A rota entre o norte da África e a Espanha é amplamente reconhecida como uma das mais perigosas do mundo para migrantes. Anualmente, centenas de óbitos são documentados por organizações humanitárias em decorrência das tentativas de travessia marítima. Embora Ceuta esteja localizada no continente africano, muitos migrantes chegam nadando pela costa, enfrentando correntes fortes e exaustão, o que ressalta os riscos extremos assumidos em busca de uma vida melhor.
Ceuta é uma cidade autônoma pertencente à Espanha, estrategicamente situada no norte da África, na costa do Mar Mediterrâneo, em frente ao Estreito de Gibraltar. Juntamente com Melilla, representa um dos únicos territórios da União Europeia que compartilha fronteira terrestre com o continente africano. Essa posição única a transforma em uma porta de entrada crucial para migrantes que almejam alcançar o bloco europeu, apesar de ser um ponto de constante tensão diplomática com Marrocos, que reivindica sua soberania.
Diante da crise sem precedentes, o governo espanhol mobilizou tropas do Exército para auxiliar a Guarda Civil e a polícia, que se declararam sobrecarregadas. O primeiro-ministro Pedro Sánchez, acompanhado pelo ministro do Interior, Fernando Grande-Marlaska, visitou Ceuta em 31 de julho de 2026. A Espanha também se comprometeu a intensificar a colaboração com Marrocos para gerenciar a fronteira e agilizar os procedimentos de retorno de migrantes, sempre dentro da legalidade.

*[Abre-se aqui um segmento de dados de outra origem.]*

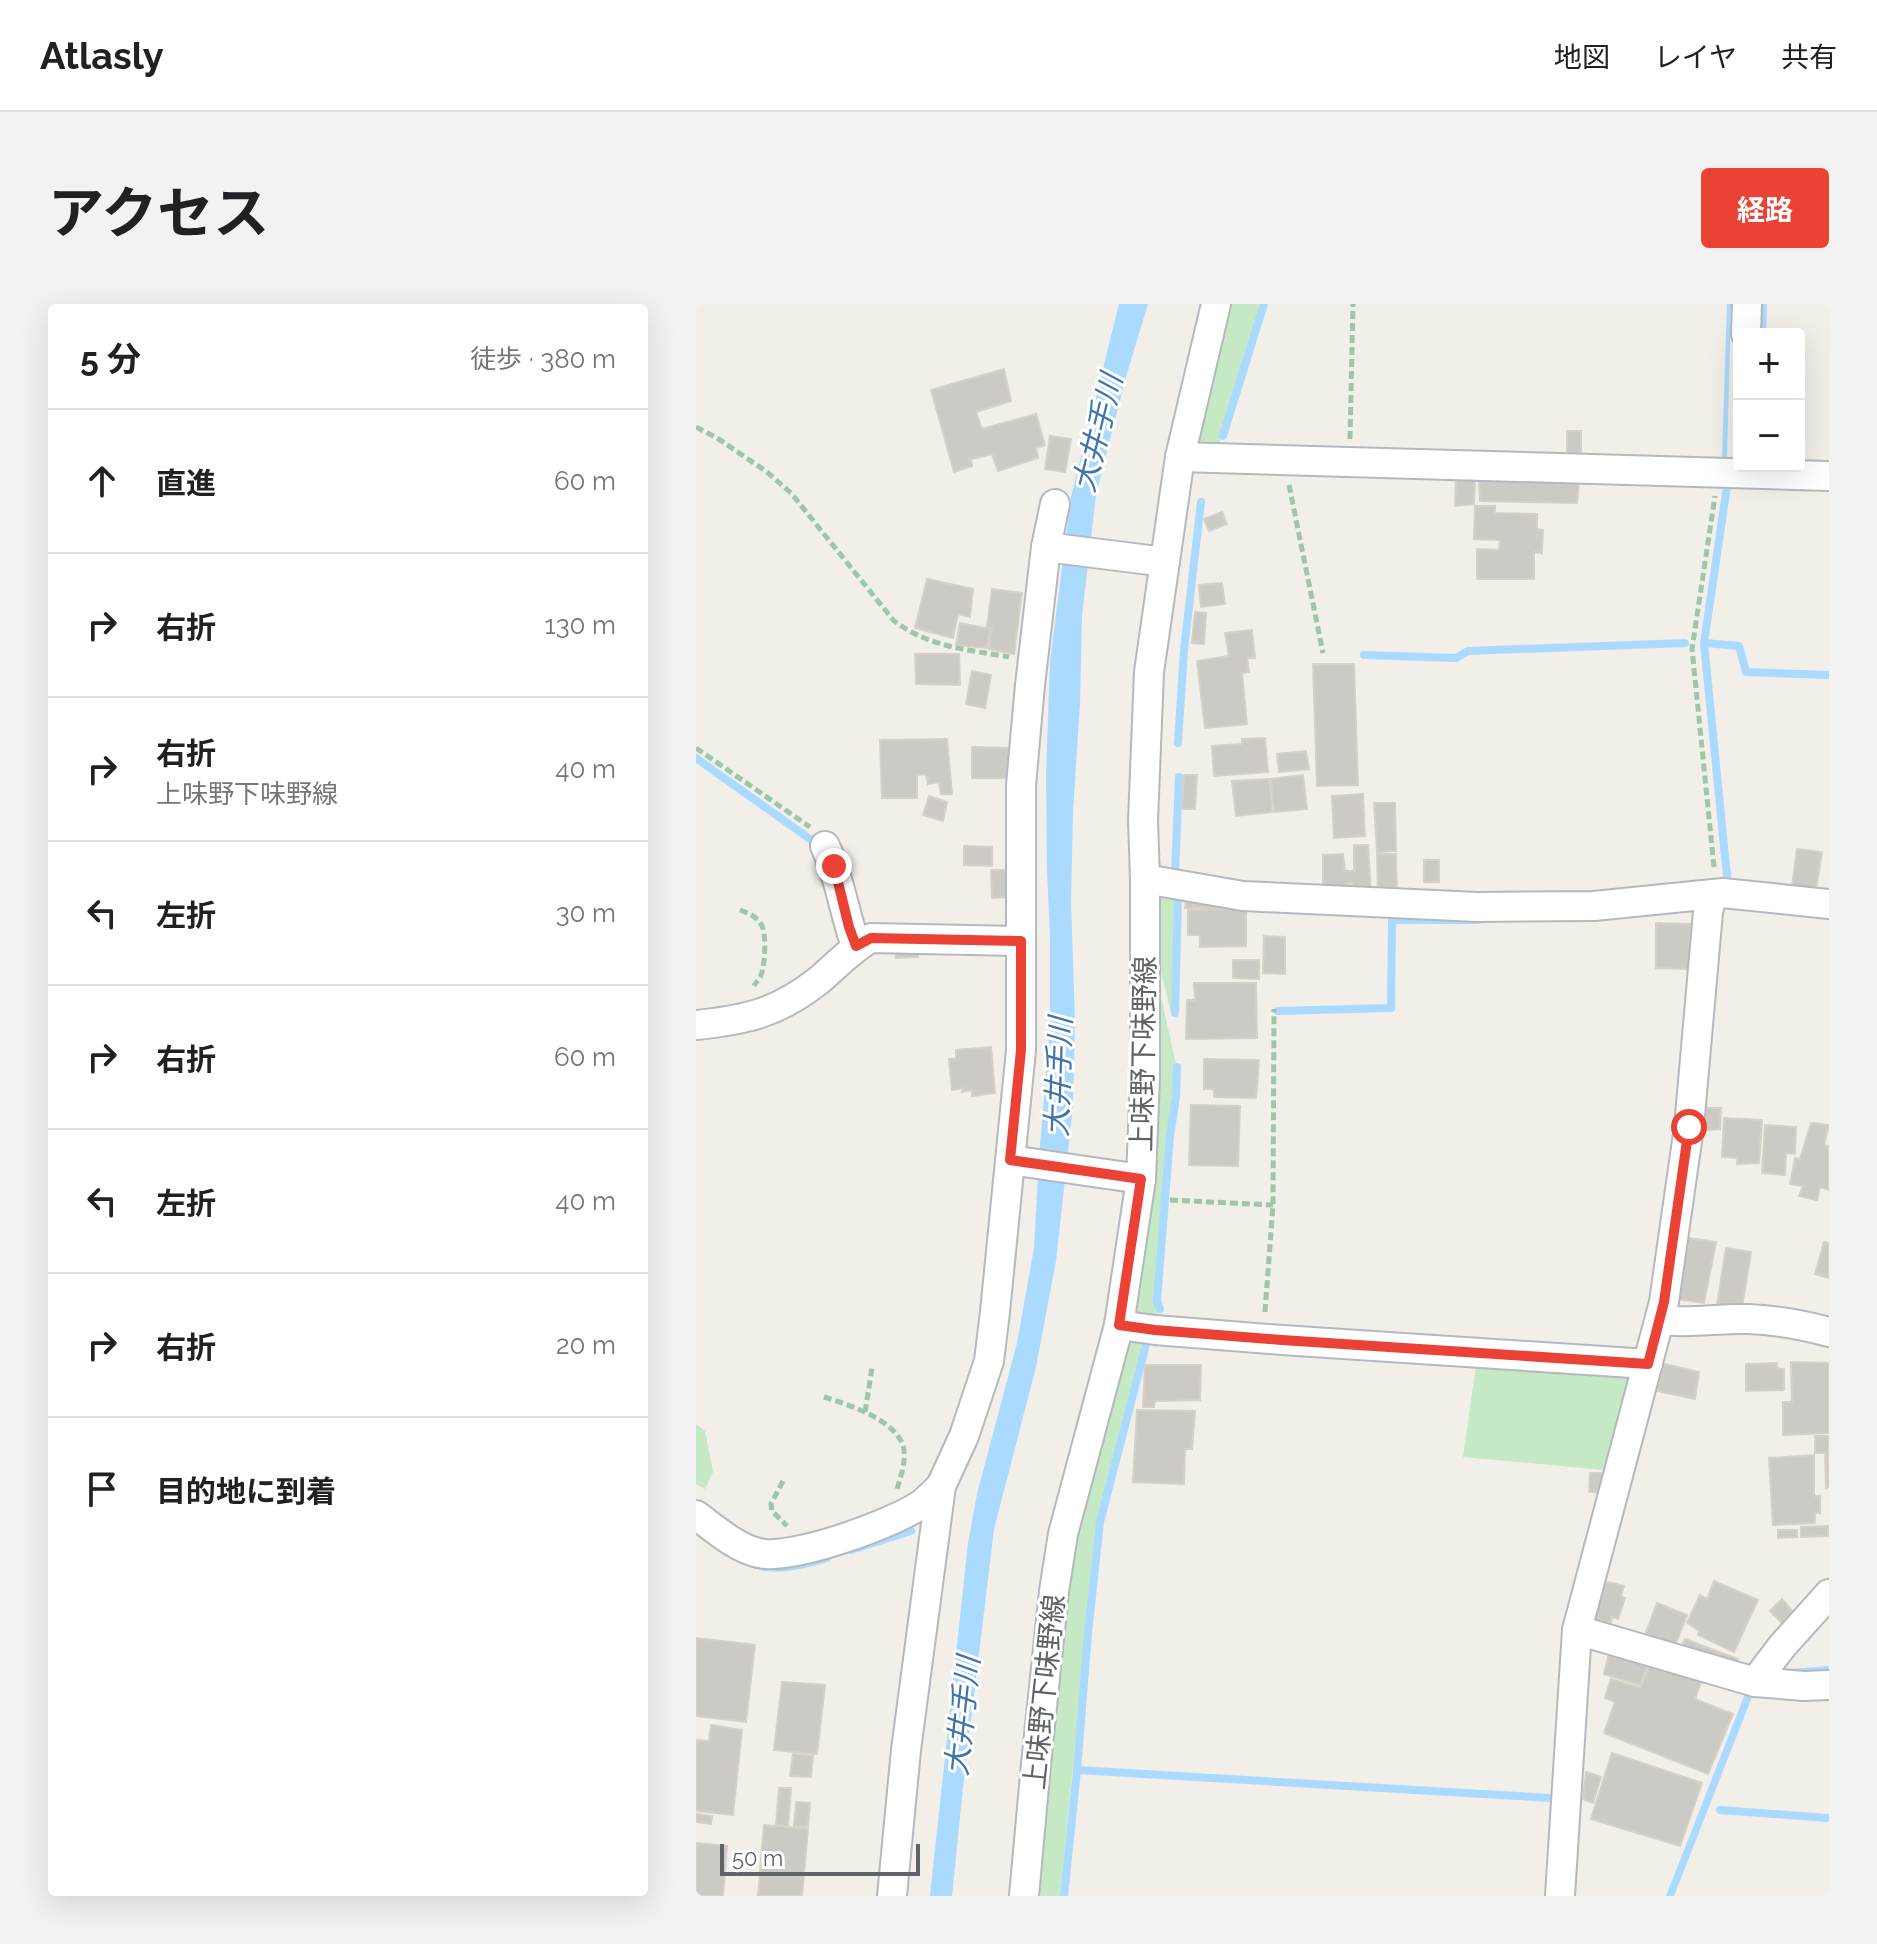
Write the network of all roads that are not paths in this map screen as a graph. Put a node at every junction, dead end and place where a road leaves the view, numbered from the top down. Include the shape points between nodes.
1 (1216, 304) edge
2 (1747, 304) edge
3 (1746, 328) edge
4 (1180, 457) junction
5 (1733, 470) edge
6 (1765, 472) edge
7 (1829, 476) edge
8 (1055, 504) dead end
9 (1051, 548) junction
10 (1155, 561) junction
11 (825, 846) road end
12 (1145, 879) junction
13 (1712, 896) junction
14 (1829, 904) edge
15 (1021, 941) junction
16 (856, 946) junction
17 (696, 1025) edge
18 (1015, 1161) junction
19 (1136, 1178) junction
20 (1660, 1320) junction
21 (1119, 1325) junction
22 (1829, 1332) edge
23 (1648, 1364) junction
24 (941, 1486) junction
25 (696, 1515) edge
26 (1829, 1594) edge
27 (1577, 1630) junction
28 (1755, 1682) junction
29 (1829, 1685) edge
30 (892, 1896) edge
31 (1024, 1896) edge
32 (1560, 1896) edge

1 - 4 street, 上味野下味野線
2 - 3 street
4 - 5 street
4 - 10 street, 上味野下味野線
6 - 7 street
8 - 9 street
9 - 10 street
9 - 15 street via 1021,785
10 - 12 street, 上味野下味野線
11 - 16 street
12 - 13 street via 1243,896 1477,907 1594,906
12 - 19 street, 上味野下味野線 via 1145,1077
13 - 14 street
13 - 20 street via 1689,1127
15 - 16 street via 871,938
15 - 18 street
16 - 17 street via 818,981 774,1010
18 - 19 street
18 - 24 street via 989,1361
19 - 21 street, 上味野下味野線
20 - 22 street via 1750,1319
20 - 23 street
21 - 23 street
21 - 31 street, 上味野下味野線 via 1054,1591
23 - 27 street
24 - 25 street via 921,1504 884,1523 784,1554 748,1550
24 - 30 street
26 - 28 street
27 - 28 street
27 - 32 street
28 - 29 street

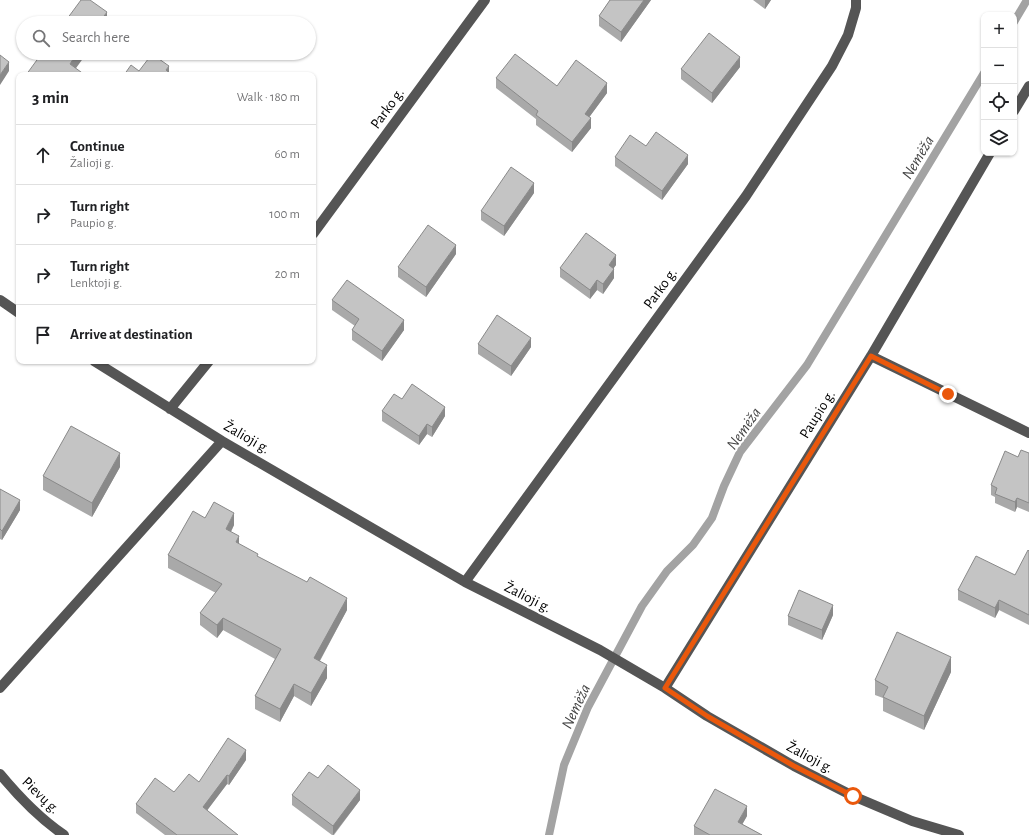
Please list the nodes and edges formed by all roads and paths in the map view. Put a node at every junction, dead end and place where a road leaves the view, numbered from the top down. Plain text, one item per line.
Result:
1 (485, 0) edge
2 (856, 0) edge
3 (1029, 86) edge
4 (1017, 106) edge
5 (988, 156) edge
6 (316, 230) edge
7 (0, 300) edge
8 (16, 311) edge
9 (871, 356) junction
10 (99, 364) edge
11 (207, 364) edge
12 (170, 409) junction
13 (1029, 433) edge
14 (222, 440) junction
15 (465, 582) junction
16 (0, 688) edge
17 (665, 688) junction
18 (0, 774) edge
19 (64, 835) edge
20 (959, 835) edge

1 - 6 street, Parko g.
2 - 15 street, Parko g.
3 - 4 street
5 - 9 street, Paupio g.
7 - 8 street
9 - 13 street
9 - 17 street, Paupio g.
10 - 12 street, Žalioji g.
11 - 12 street
12 - 14 street, Žalioji g.
14 - 15 street, Žalioji g.
14 - 16 street
15 - 17 street, Žalioji g.
17 - 20 street, Žalioji g.
18 - 19 street, Pievų g.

A União Europeia, por sua vez, manifestou apoio a Madri e estuda reforçar a atuação da Frontex, a agência europeia de gestão de fronteiras, demonstrando a preocupação do bloco com a segurança de suas fronteiras externas.
O episódio atual ecoa uma crise migratória similar ocorrida em maio de 2021, quando aproximadamente 5 mil pessoas cruzaram a fronteira em um único dia. Naquela ocasião, o incidente esteve ligado a uma crise diplomática entre Espanha e Marrocos. As autoridades espanholas investigam as causas deste novo fluxo, com indícios apontando para a possível influência de redes criminosas de tráfico de pessoas, impulsionadas por recentes mudanças na interpretação das regras para a devolução imediata de migrantes interceptados no mar. Não há, até o momento, evidências de envolvimento do governo marroquino na organização do movimento.
A travessia para Ceuta ocorreu de diversas formas. Muitos migrantes nadaram ao redor dos quebra-mares na praia de Tarajal, que marca a fronteira. Outros tentaram a passagem caminhando pelos espigões costeiros ou escalando as cercas que separam os dois territórios. Aqueles que conseguiram chegar à cidade serão identificados e direcionados para centros de acolhimento. Lá, terão seus casos analisados individualmente. Pedidos de proteção internacional serão avaliados pelas autoridades espanholas, enquanto os demais poderão ser repatriados para Marrocos, conforme acordos bilaterais e decisões judiciais.